## Exercise directions
Could you give the records below again exactly, without the pictures?

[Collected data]
____

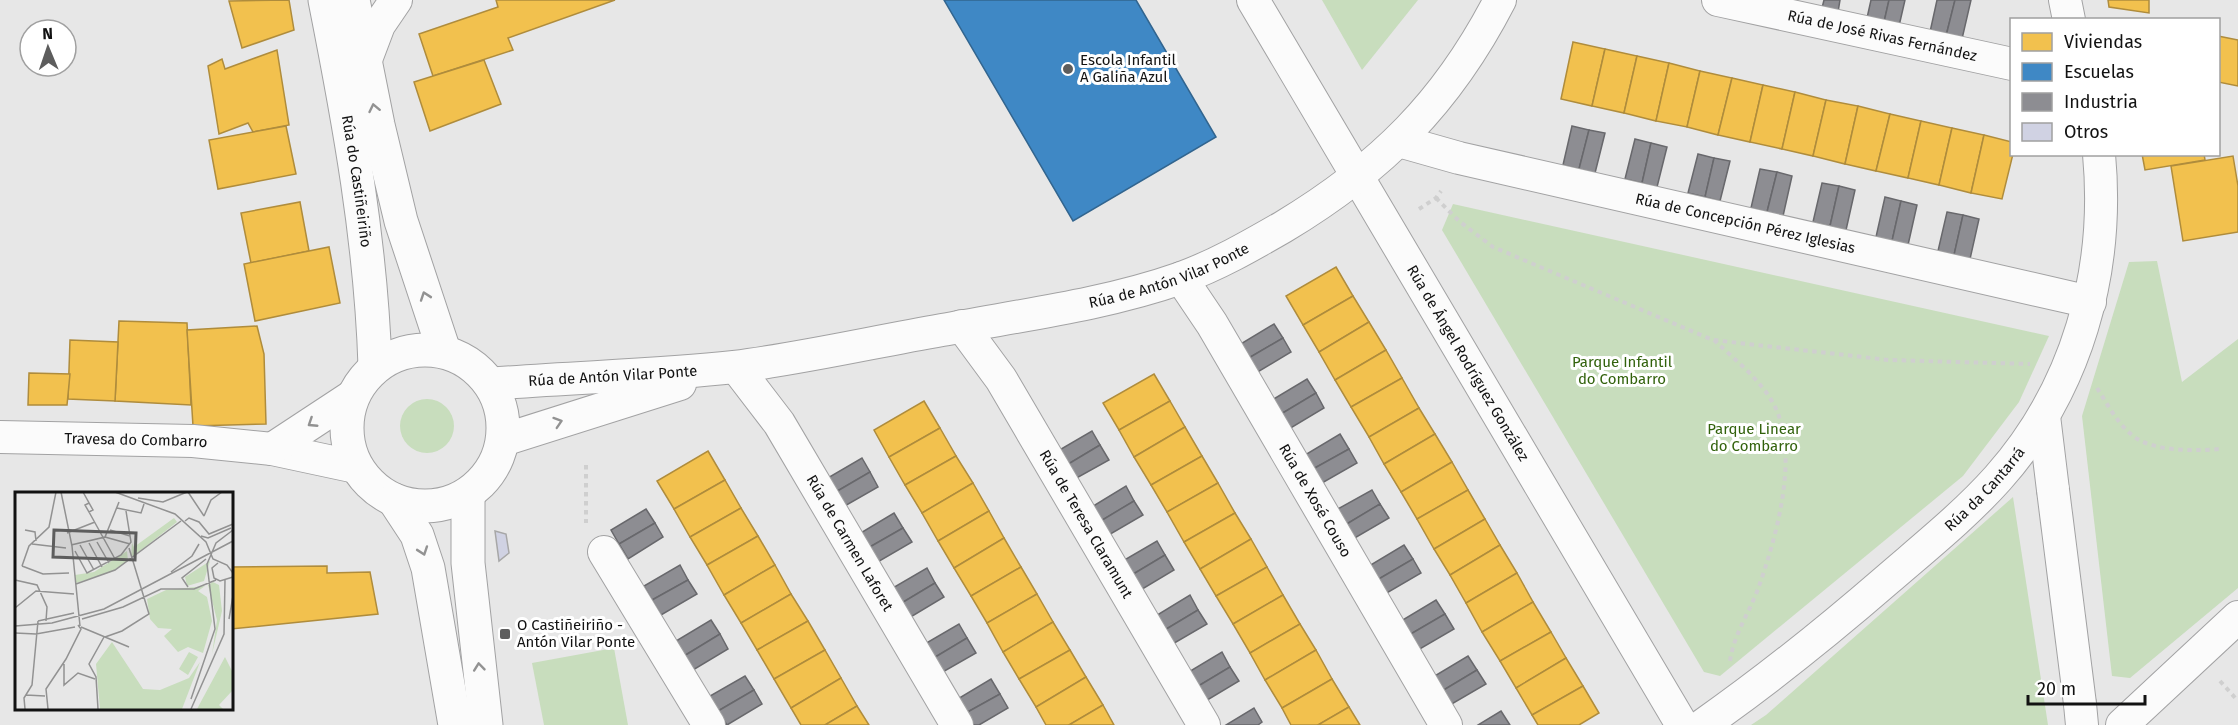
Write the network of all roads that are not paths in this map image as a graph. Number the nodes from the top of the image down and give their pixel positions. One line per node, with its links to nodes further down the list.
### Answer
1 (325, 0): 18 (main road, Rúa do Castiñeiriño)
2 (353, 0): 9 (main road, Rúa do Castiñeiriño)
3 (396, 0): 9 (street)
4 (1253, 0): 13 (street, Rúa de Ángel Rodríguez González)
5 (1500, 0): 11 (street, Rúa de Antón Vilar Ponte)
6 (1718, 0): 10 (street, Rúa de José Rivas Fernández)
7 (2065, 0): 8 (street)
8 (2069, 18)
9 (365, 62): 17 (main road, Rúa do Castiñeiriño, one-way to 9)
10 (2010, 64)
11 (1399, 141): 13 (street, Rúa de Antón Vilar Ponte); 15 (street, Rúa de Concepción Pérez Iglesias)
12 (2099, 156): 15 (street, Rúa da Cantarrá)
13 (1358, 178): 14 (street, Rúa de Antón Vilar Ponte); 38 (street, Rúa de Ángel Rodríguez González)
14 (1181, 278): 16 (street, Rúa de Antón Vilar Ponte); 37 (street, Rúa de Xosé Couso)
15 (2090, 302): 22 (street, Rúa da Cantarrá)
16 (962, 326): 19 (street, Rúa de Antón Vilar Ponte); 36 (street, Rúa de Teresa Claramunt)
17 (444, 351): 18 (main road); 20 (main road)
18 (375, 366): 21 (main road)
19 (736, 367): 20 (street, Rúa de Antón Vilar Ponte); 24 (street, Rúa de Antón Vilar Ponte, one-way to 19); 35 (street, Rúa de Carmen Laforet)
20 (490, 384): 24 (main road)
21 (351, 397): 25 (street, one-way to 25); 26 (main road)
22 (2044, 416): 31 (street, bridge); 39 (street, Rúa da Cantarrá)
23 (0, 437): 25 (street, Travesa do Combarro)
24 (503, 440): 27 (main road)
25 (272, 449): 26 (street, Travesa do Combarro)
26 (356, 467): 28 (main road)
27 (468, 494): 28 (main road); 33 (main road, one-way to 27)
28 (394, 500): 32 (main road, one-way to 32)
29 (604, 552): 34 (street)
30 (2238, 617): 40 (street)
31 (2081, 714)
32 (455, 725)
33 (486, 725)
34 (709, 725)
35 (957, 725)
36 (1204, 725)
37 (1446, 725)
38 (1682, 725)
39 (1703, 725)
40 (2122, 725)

____

## Solution to this task
Write the network of all roads that are not paths in this map image as a graph. Number the nodes from the top of the image down and give their pixel positions. One line per node, with its links to nodes further down the list.
### Answer
1 (325, 0): 18 (main road, Rúa do Castiñeiriño)
2 (353, 0): 9 (main road, Rúa do Castiñeiriño)
3 (396, 0): 9 (street)
4 (1253, 0): 13 (street, Rúa de Ángel Rodríguez González)
5 (1500, 0): 11 (street, Rúa de Antón Vilar Ponte)
6 (1718, 0): 10 (street, Rúa de José Rivas Fernández)
7 (2065, 0): 8 (street)
8 (2069, 18)
9 (365, 62): 17 (main road, Rúa do Castiñeiriño, one-way to 9)
10 (2010, 64)
11 (1399, 141): 13 (street, Rúa de Antón Vilar Ponte); 15 (street, Rúa de Concepción Pérez Iglesias)
12 (2099, 156): 15 (street, Rúa da Cantarrá)
13 (1358, 178): 14 (street, Rúa de Antón Vilar Ponte); 38 (street, Rúa de Ángel Rodríguez González)
14 (1181, 278): 16 (street, Rúa de Antón Vilar Ponte); 37 (street, Rúa de Xosé Couso)
15 (2090, 302): 22 (street, Rúa da Cantarrá)
16 (962, 326): 19 (street, Rúa de Antón Vilar Ponte); 36 (street, Rúa de Teresa Claramunt)
17 (444, 351): 18 (main road); 20 (main road)
18 (375, 366): 21 (main road)
19 (736, 367): 20 (street, Rúa de Antón Vilar Ponte); 24 (street, Rúa de Antón Vilar Ponte, one-way to 19); 35 (street, Rúa de Carmen Laforet)
20 (490, 384): 24 (main road)
21 (351, 397): 25 (street, one-way to 25); 26 (main road)
22 (2044, 416): 31 (street, bridge); 39 (street, Rúa da Cantarrá)
23 (0, 437): 25 (street, Travesa do Combarro)
24 (503, 440): 27 (main road)
25 (272, 449): 26 (street, Travesa do Combarro)
26 (356, 467): 28 (main road)
27 (468, 494): 28 (main road); 33 (main road, one-way to 27)
28 (394, 500): 32 (main road, one-way to 32)
29 (604, 552): 34 (street)
30 (2238, 617): 40 (street)
31 (2081, 714)
32 (455, 725)
33 (486, 725)
34 (709, 725)
35 (957, 725)
36 (1204, 725)
37 (1446, 725)
38 (1682, 725)
39 (1703, 725)
40 (2122, 725)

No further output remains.